• What to produce: All records below are to be set down precisely as written, excluding pictures.

• Stored data:
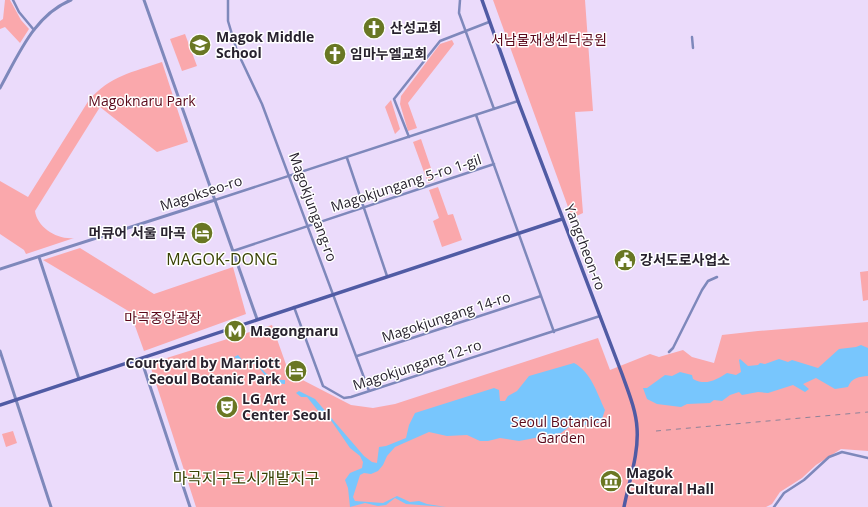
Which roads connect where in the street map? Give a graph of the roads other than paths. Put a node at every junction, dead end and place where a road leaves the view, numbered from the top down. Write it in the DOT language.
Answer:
graph roads {
  1 [pos="13,0"];
  2 [pos="71,0"];
  3 [pos="144,0"];
  4 [pos="228,0"];
  5 [pos="460,0"];
  6 [pos="482,0"];
  7 [pos="489,22"];
  8 [pos="34,30"];
  9 [pos="466,31"];
  10 [pos="692,37"];
  11 [pos="693,48"];
  12 [pos="0,88"];
  13 [pos="518,101"];
  14 [pos="494,109"];
  15 [pos="476,115"];
  16 [pos="409,136"];
  17 [pos="347,157"];
  18 [pos="494,164"];
  19 [pos="290,175"];
  20 [pos="215,200"];
  21 [pos="364,208"];
  22 [pos="562,219"];
  23 [pos="308,226"];
  24 [pos="518,234"];
  25 [pos="233,251"];
  26 [pos="39,257"];
  27 [pos="0,269"];
  28 [pos="387,276"];
  29 [pos="717,278"];
  30 [pos="333,294"];
  31 [pos="541,296"];
  32 [pos="294,307"];
  33 [pos="600,316"];
  34 [pos="257,319"];
  35 [pos="554,332"];
  36 [pos="0,351"];
  37 [pos="669,352"];
  38 [pos="357,356"];
  39 [pos="141,359"];
  40 [pos="78,379"];
  41 [pos="369,390"];
  42 [pos="16,400"];
  43 [pos="0,405"];
  44 [pos="868,458"];
  45 [pos="51,507"];
  46 [pos="190,507"];
  47 [pos="624,507"];
  48 [pos="774,507"];
  1 -- 8 [label="street"];
  2 -- 8 [label="street"];
  3 -- 20 [label="street"];
  4 -- 19 [label="street, Magokjungang-ro"];
  5 -- 9 [label="street"];
  6 -- 7 [label="main road, Yangcheon-ro"];
  7 -- 9 [label="street"];
  7 -- 13 [label="main road, Yangcheon-ro"];
  8 -- 12 [label="street"];
  9 -- 14 [label="street"];
  9 -- 16 [label="street"];
  10 -- 11 [label="street"];
  13 -- 14 [label="street, Magokseo-ro"];
  13 -- 22 [label="main road, Yangcheon-ro"];
  14 -- 15 [label="street, Magokseo-ro"];
  15 -- 16 [label="street, Magokseo-ro"];
  15 -- 18 [label="street"];
  16 -- 17 [label="street, Magokseo-ro"];
  17 -- 19 [label="street, Magokseo-ro"];
  17 -- 21 [label="street"];
  18 -- 21 [label="street, Magokjungang 5-ro 1-gil"];
  18 -- 24 [label="street"];
  19 -- 20 [label="street, Magokseo-ro"];
  19 -- 23 [label="street, Magokjungang-ro"];
  20 -- 25 [label="street"];
  20 -- 26 [label="street, Magokseo-ro"];
  21 -- 23 [label="street, Magokjungang 5-ro 1-gil"];
  21 -- 28 [label="street"];
  22 -- 24 [label="main road"];
  22 -- 33 [label="main road, Yangcheon-ro"];
  23 -- 25 [label="street, Magokjungang 5-ro 1-gil"];
  23 -- 30 [label="street, Magokjungang-ro"];
  24 -- 28 [label="main road"];
  24 -- 31 [label="street"];
  25 -- 34 [label="street"];
  26 -- 27 [label="street, Magokseo-ro"];
  26 -- 40 [label="street"];
  28 -- 30 [label="main road"];
  29 -- 37 [label="street"];
  30 -- 32 [label="main road"];
  30 -- 38 [label="street"];
  31 -- 35 [label="street"];
  31 -- 38 [label="street, Magokjungang 14-ro"];
  32 -- 34 [label="main road"];
  32 -- 41 [label="street, Magokjungang 12-ro"];
  33 -- 35 [label="street, Magokjungang 12-ro"];
  33 -- 47 [label="main road, Yangcheon-ro"];
  34 -- 39 [label="main road"];
  35 -- 41 [label="street, Magokjungang 12-ro"];
  36 -- 42 [label="street"];
  38 -- 41 [label="street"];
  39 -- 40 [label="main road"];
  39 -- 46 [label="street"];
  40 -- 42 [label="main road"];
  42 -- 43 [label="main road"];
  42 -- 45 [label="street"];
  44 -- 48 [label="street"];
}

• Worked solution:
Which roads connect where in the street map? Give a graph of the roads other than paths. Put a node at every junction, dead end and place where a road leaves the view, numbered from the top down. Write it in the DOT language.
Answer:
graph roads {
  1 [pos="13,0"];
  2 [pos="71,0"];
  3 [pos="144,0"];
  4 [pos="228,0"];
  5 [pos="460,0"];
  6 [pos="482,0"];
  7 [pos="489,22"];
  8 [pos="34,30"];
  9 [pos="466,31"];
  10 [pos="692,37"];
  11 [pos="693,48"];
  12 [pos="0,88"];
  13 [pos="518,101"];
  14 [pos="494,109"];
  15 [pos="476,115"];
  16 [pos="409,136"];
  17 [pos="347,157"];
  18 [pos="494,164"];
  19 [pos="290,175"];
  20 [pos="215,200"];
  21 [pos="364,208"];
  22 [pos="562,219"];
  23 [pos="308,226"];
  24 [pos="518,234"];
  25 [pos="233,251"];
  26 [pos="39,257"];
  27 [pos="0,269"];
  28 [pos="387,276"];
  29 [pos="717,278"];
  30 [pos="333,294"];
  31 [pos="541,296"];
  32 [pos="294,307"];
  33 [pos="600,316"];
  34 [pos="257,319"];
  35 [pos="554,332"];
  36 [pos="0,351"];
  37 [pos="669,352"];
  38 [pos="357,356"];
  39 [pos="141,359"];
  40 [pos="78,379"];
  41 [pos="369,390"];
  42 [pos="16,400"];
  43 [pos="0,405"];
  44 [pos="868,458"];
  45 [pos="51,507"];
  46 [pos="190,507"];
  47 [pos="624,507"];
  48 [pos="774,507"];
  1 -- 8 [label="street"];
  2 -- 8 [label="street"];
  3 -- 20 [label="street"];
  4 -- 19 [label="street, Magokjungang-ro"];
  5 -- 9 [label="street"];
  6 -- 7 [label="main road, Yangcheon-ro"];
  7 -- 9 [label="street"];
  7 -- 13 [label="main road, Yangcheon-ro"];
  8 -- 12 [label="street"];
  9 -- 14 [label="street"];
  9 -- 16 [label="street"];
  10 -- 11 [label="street"];
  13 -- 14 [label="street, Magokseo-ro"];
  13 -- 22 [label="main road, Yangcheon-ro"];
  14 -- 15 [label="street, Magokseo-ro"];
  15 -- 16 [label="street, Magokseo-ro"];
  15 -- 18 [label="street"];
  16 -- 17 [label="street, Magokseo-ro"];
  17 -- 19 [label="street, Magokseo-ro"];
  17 -- 21 [label="street"];
  18 -- 21 [label="street, Magokjungang 5-ro 1-gil"];
  18 -- 24 [label="street"];
  19 -- 20 [label="street, Magokseo-ro"];
  19 -- 23 [label="street, Magokjungang-ro"];
  20 -- 25 [label="street"];
  20 -- 26 [label="street, Magokseo-ro"];
  21 -- 23 [label="street, Magokjungang 5-ro 1-gil"];
  21 -- 28 [label="street"];
  22 -- 24 [label="main road"];
  22 -- 33 [label="main road, Yangcheon-ro"];
  23 -- 25 [label="street, Magokjungang 5-ro 1-gil"];
  23 -- 30 [label="street, Magokjungang-ro"];
  24 -- 28 [label="main road"];
  24 -- 31 [label="street"];
  25 -- 34 [label="street"];
  26 -- 27 [label="street, Magokseo-ro"];
  26 -- 40 [label="street"];
  28 -- 30 [label="main road"];
  29 -- 37 [label="street"];
  30 -- 32 [label="main road"];
  30 -- 38 [label="street"];
  31 -- 35 [label="street"];
  31 -- 38 [label="street, Magokjungang 14-ro"];
  32 -- 34 [label="main road"];
  32 -- 41 [label="street, Magokjungang 12-ro"];
  33 -- 35 [label="street, Magokjungang 12-ro"];
  33 -- 47 [label="main road, Yangcheon-ro"];
  34 -- 39 [label="main road"];
  35 -- 41 [label="street, Magokjungang 12-ro"];
  36 -- 42 [label="street"];
  38 -- 41 [label="street"];
  39 -- 40 [label="main road"];
  39 -- 46 [label="street"];
  40 -- 42 [label="main road"];
  42 -- 43 [label="main road"];
  42 -- 45 [label="street"];
  44 -- 48 [label="street"];
}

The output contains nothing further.